5.2.2. para os insumos de propriedade do industrializador empregados no processo industrial, inclusive energia elétrica e combustíveis, o código NCM e o CSOSN (102, 300 ou 400) correspondentes a cada um deles. A discriminação dos produtos/insumos utilizados deverá ser feita separadamente da mão de obra, em itens individualizados.

6. Adicionalmente, vale esclarecer, conforme precedentes desta Consultoria Tributária, que para a caracterização de uma atividade como sendo de prestação de serviços, sujeita ao ISSQN (Imposto Sobre Serviços de Qualquer Natureza), seria necessário que se encontrassem presentes, cumulativamente, os seguintes requisitos: (i) que as prestações fossem realizadas diretamente a usuário final; (ii) que o serviço não fosse aplicado em mercadoria posteriormente destinada a industrialização ou comercialização e (iii) que a atividade fosse enquadrada em um dos conceitos constantes dos itens da Lista Anexa à Lei Complementar nº 116/2003.

7. Logo, em relação ao presente caso, conforme o pressuposto assumido, verifica-se a incidência do ICMS porque a atividade desenvolvida pela Consulente é industrialização efetuada sobre mercadorias de terceiros, os quais destinarão os produtos resultantes à posterior operação de comercialização ou de industrialização.
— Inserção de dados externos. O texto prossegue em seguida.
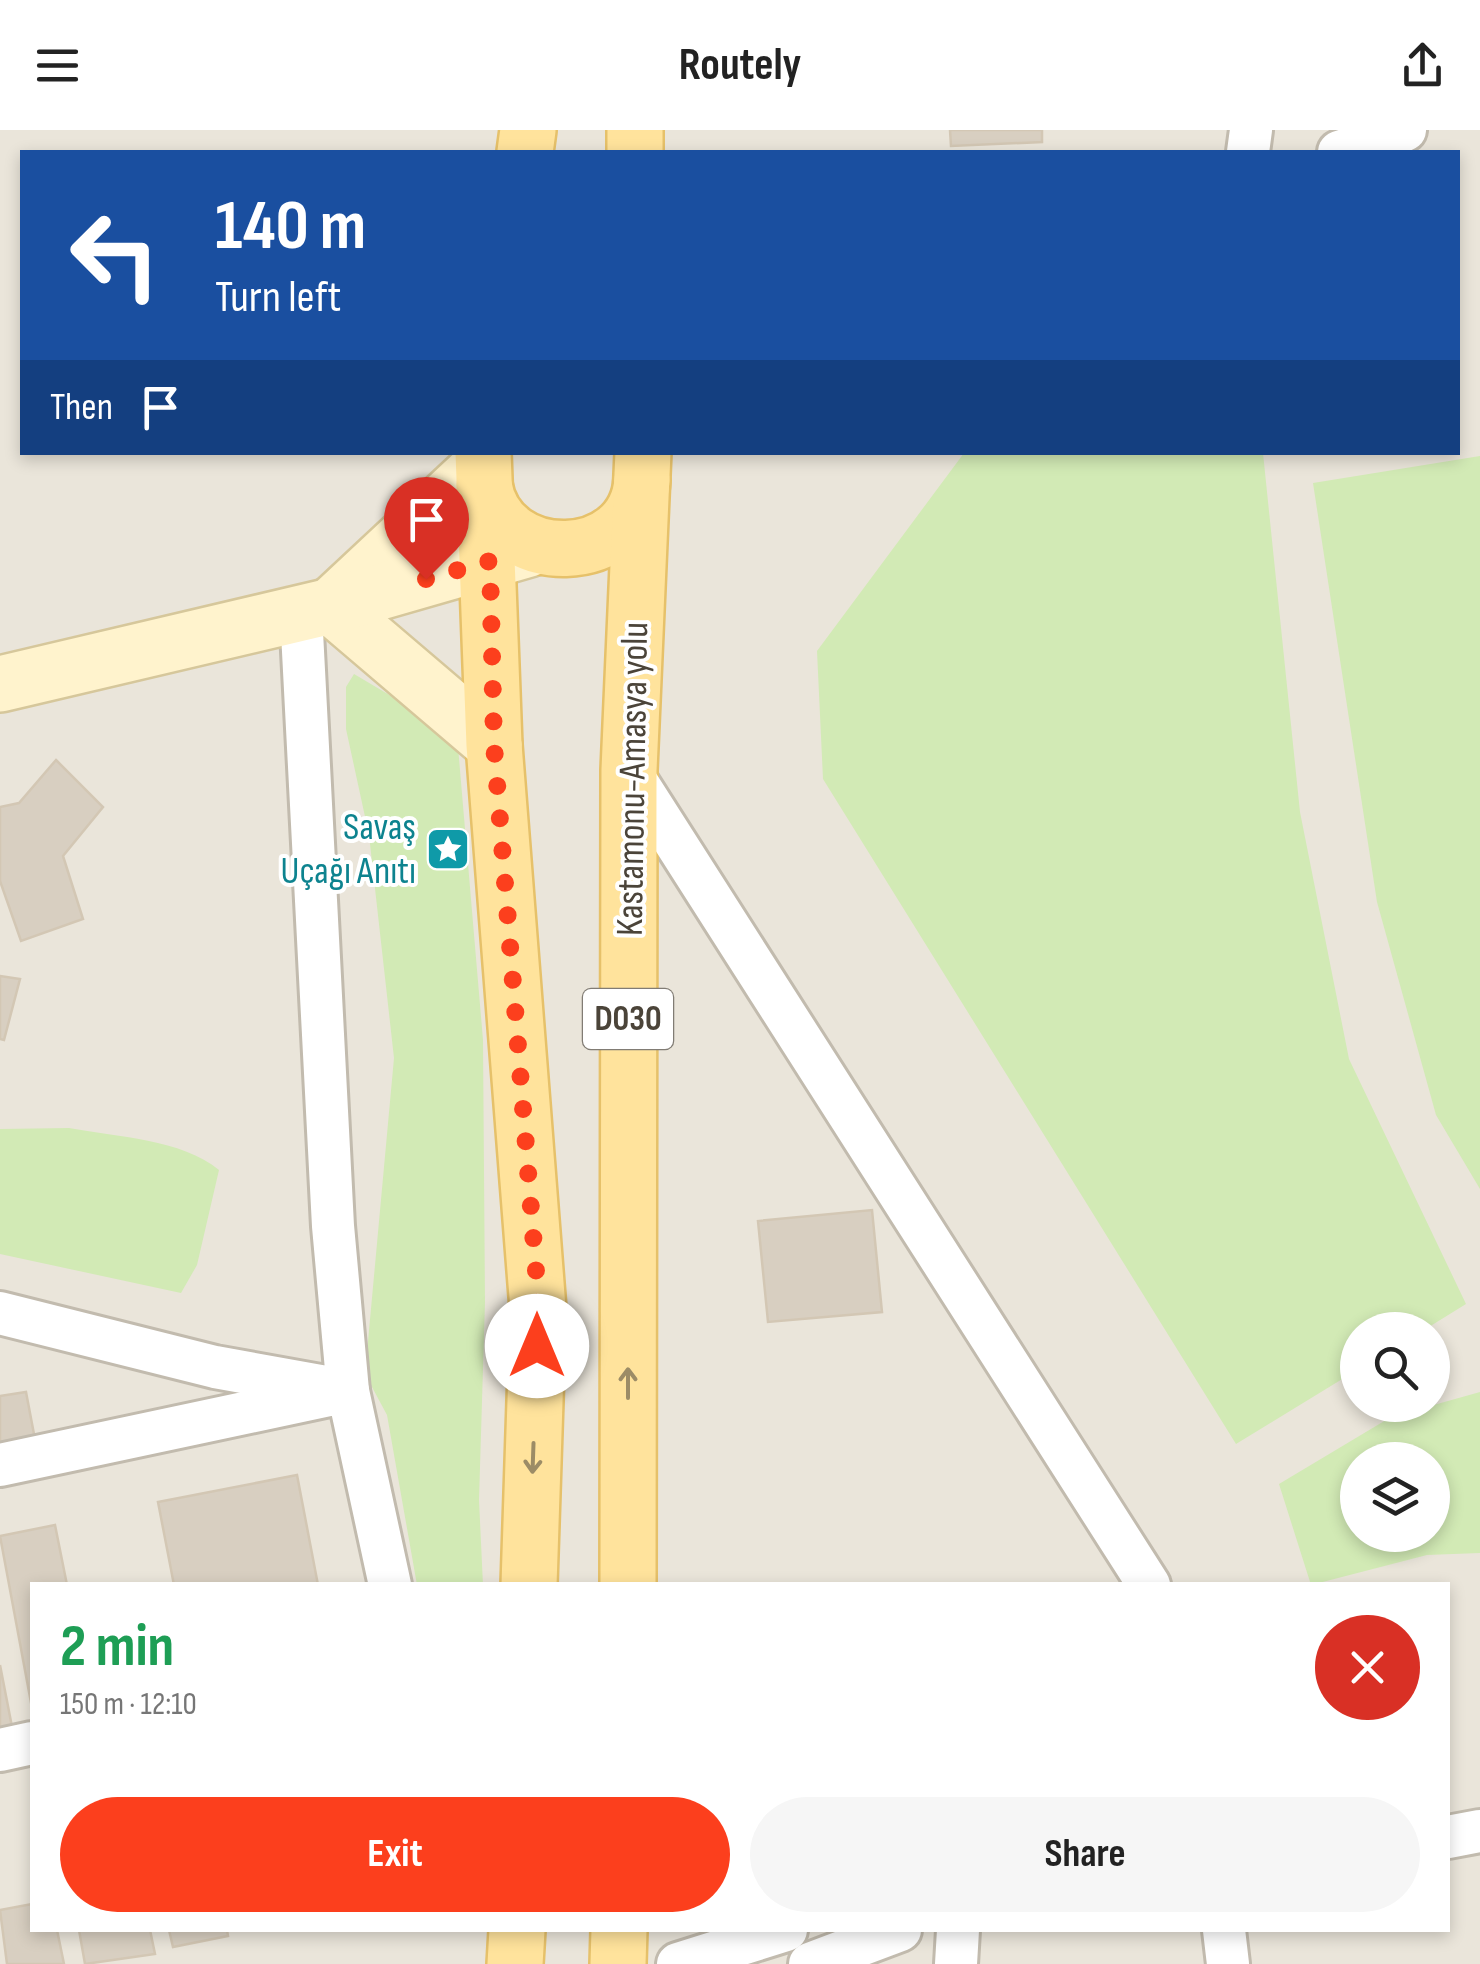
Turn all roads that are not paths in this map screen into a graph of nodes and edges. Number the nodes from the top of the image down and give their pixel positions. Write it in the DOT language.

8. Cabe esclarecer, por fim, que a Nota Fiscal é uma obrigação acessória vinculada à circulação da mercadoria, não guardando relação necessária com o momento do pagamento.

A Resposta à Consulta Tributária aproveita ao consulente nos termos da legislação vigente. Deve-se atentar para eventuais alterações da legislação tributária.